[Task instructions] Scan the lines below for "nodes" and copy the matches.

[Information shown]
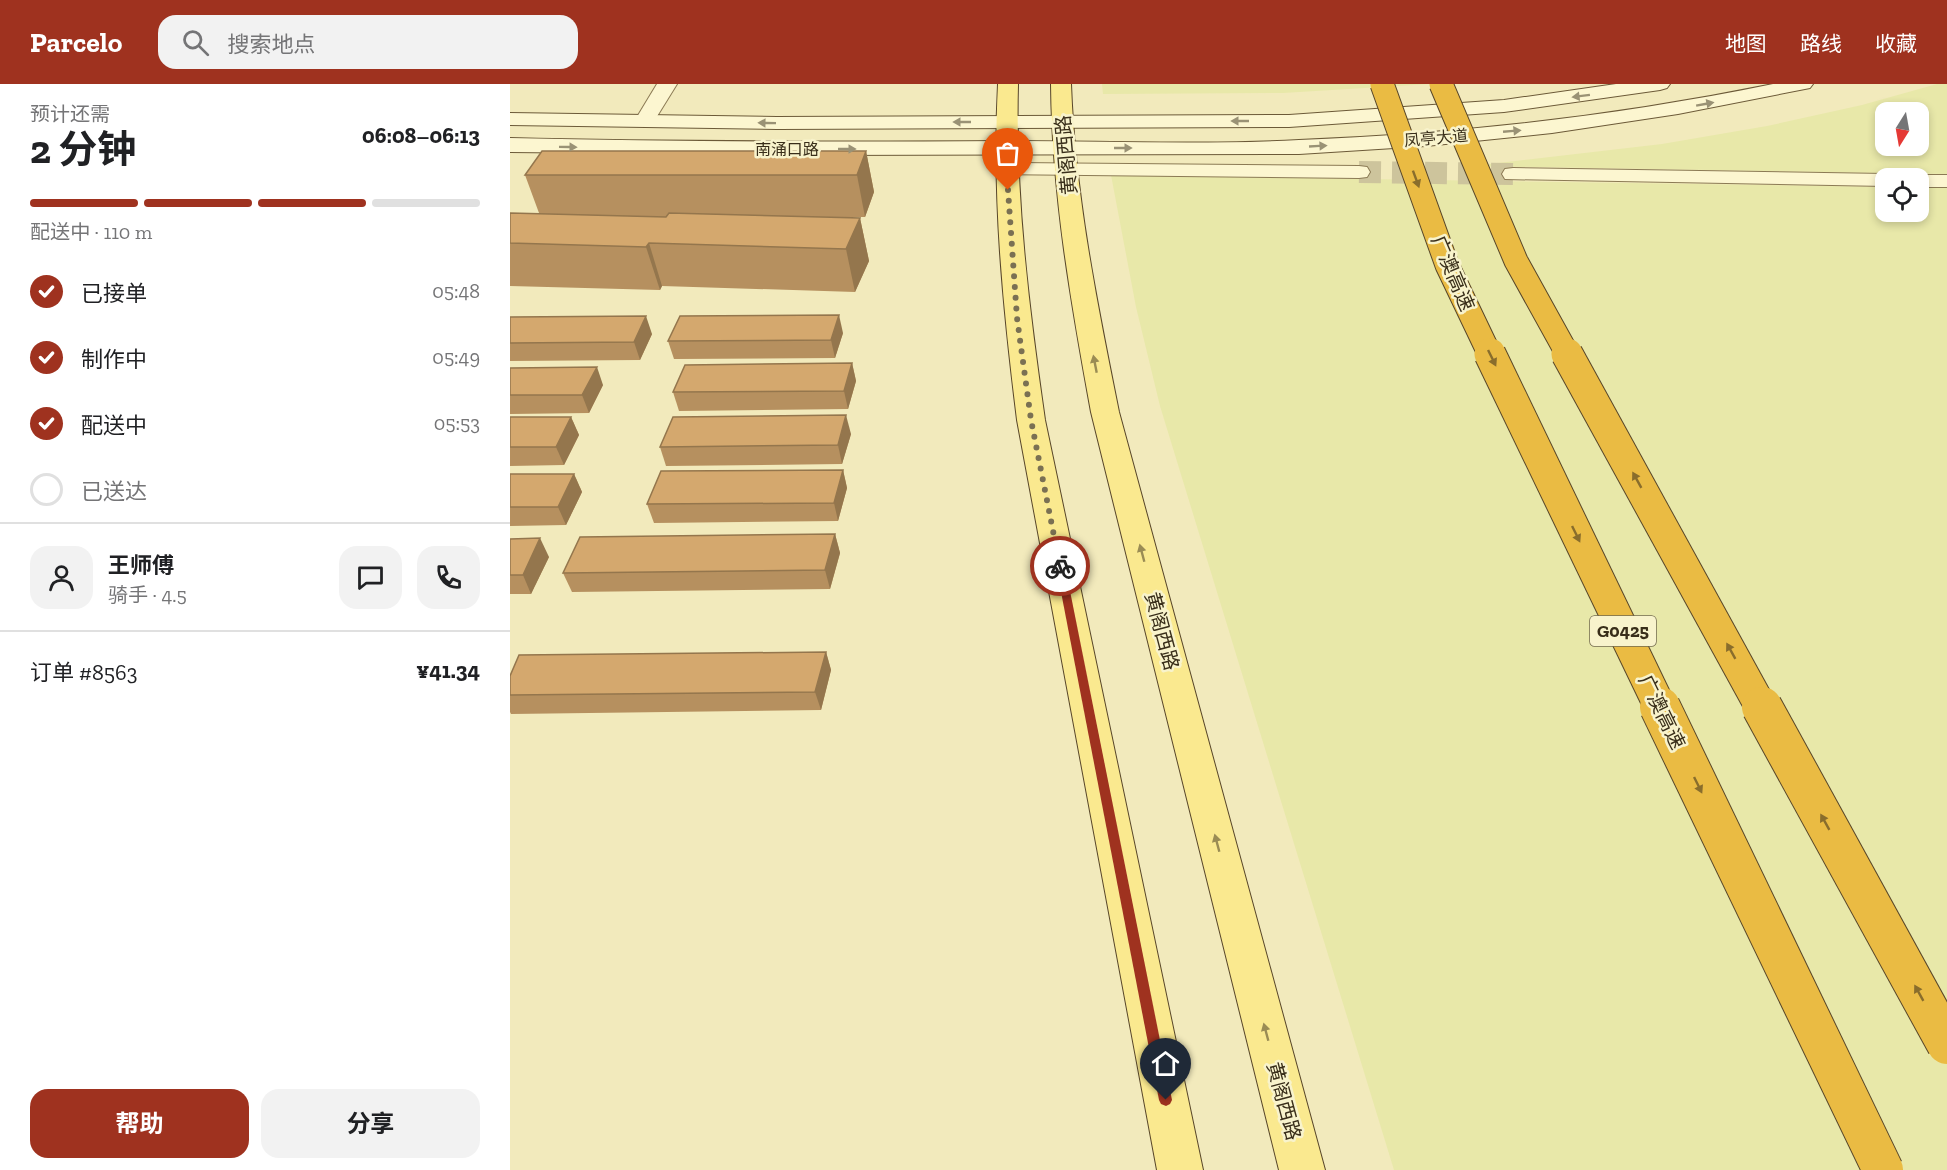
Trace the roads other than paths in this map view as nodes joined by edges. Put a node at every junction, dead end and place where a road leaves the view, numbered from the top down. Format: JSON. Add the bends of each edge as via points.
{"nodes":[{"id":1,"x":667,"y":84,"type":"edge"},
{"id":2,"x":1008,"y":84,"type":"edge"},
{"id":3,"x":1061,"y":84,"type":"edge"},
{"id":4,"x":1382,"y":84,"type":"edge"},
{"id":5,"x":1441,"y":84,"type":"edge"},
{"id":6,"x":1659,"y":84,"type":"edge"},
{"id":7,"x":1803,"y":84,"type":"edge"},
{"id":8,"x":510,"y":119,"type":"edge"},
{"id":9,"x":644,"y":122,"type":"junction"},
{"id":10,"x":510,"y":146,"type":"edge"},
{"id":11,"x":1007,"y":147,"type":"junction"},
{"id":12,"x":1065,"y":147,"type":"junction"},
{"id":13,"x":1359,"y":172,"type":"tunnel mouth"},
{"id":14,"x":1513,"y":174,"type":"tunnel mouth"},
{"id":15,"x":1875,"y":180,"type":"edge"},
{"id":16,"x":1929,"y":181,"type":"edge"},
{"id":17,"x":1947,"y":181,"type":"edge"},
{"id":18,"x":1947,"y":1044,"type":"edge"},
{"id":19,"x":1180,"y":1170,"type":"edge"},
{"id":20,"x":1302,"y":1170,"type":"edge"},
{"id":21,"x":1883,"y":1170,"type":"edge"}],
"edges":[{"from":1,"to":9,"type":"street"},
{"from":2,"to":11,"type":"main road"},
{"from":3,"to":12,"type":"main road","name":"黄阁西路"},
{"from":4,"to":21,"type":"highway","name":"广澳高速","number":"G0425","one_way":true,"bridge":true,"via":[[1447,265]]},
{"from":18,"to":5,"type":"highway","one_way":true,"bridge":true,"via":[[1516,261]]},
{"from":6,"to":12,"type":"main road","name":"凤亭大道","one_way":true,"via":[[1504,106],[1289,121]]},
{"from":12,"to":7,"type":"main road","name":"凤亭大道","one_way":true,"via":[[1296,147],[1424,139],[1630,117]]},
{"from":8,"to":9,"type":"main road","name":"南涌口路"},
{"from":11,"to":9,"type":"main road","name":"南涌口路","one_way":true},
{"from":10,"to":11,"type":"main road","name":"南涌口路","one_way":true},
{"from":11,"to":12,"type":"main road","name":"南涌口路"},
{"from":11,"to":19,"type":"main road","via":[[1017,318],[1031,420]]},
{"from":12,"to":13,"type":"street"},
{"from":20,"to":12,"type":"main road","name":"黄阁西路","one_way":true,"via":[[1105,412],[1085,312]]},
{"from":14,"to":15,"type":"street"},
{"from":16,"to":17,"type":"street"}]}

[Output for this task]
Trace the roads other than paths in this map view as nodes joined by edges. Put a node at every junction, dead end and place where a road leaves the view, numbered from the top down. Format: JSON. Add the bends of each edge as via points.
{"nodes":[{"id":1,"x":667,"y":84,"type":"edge"},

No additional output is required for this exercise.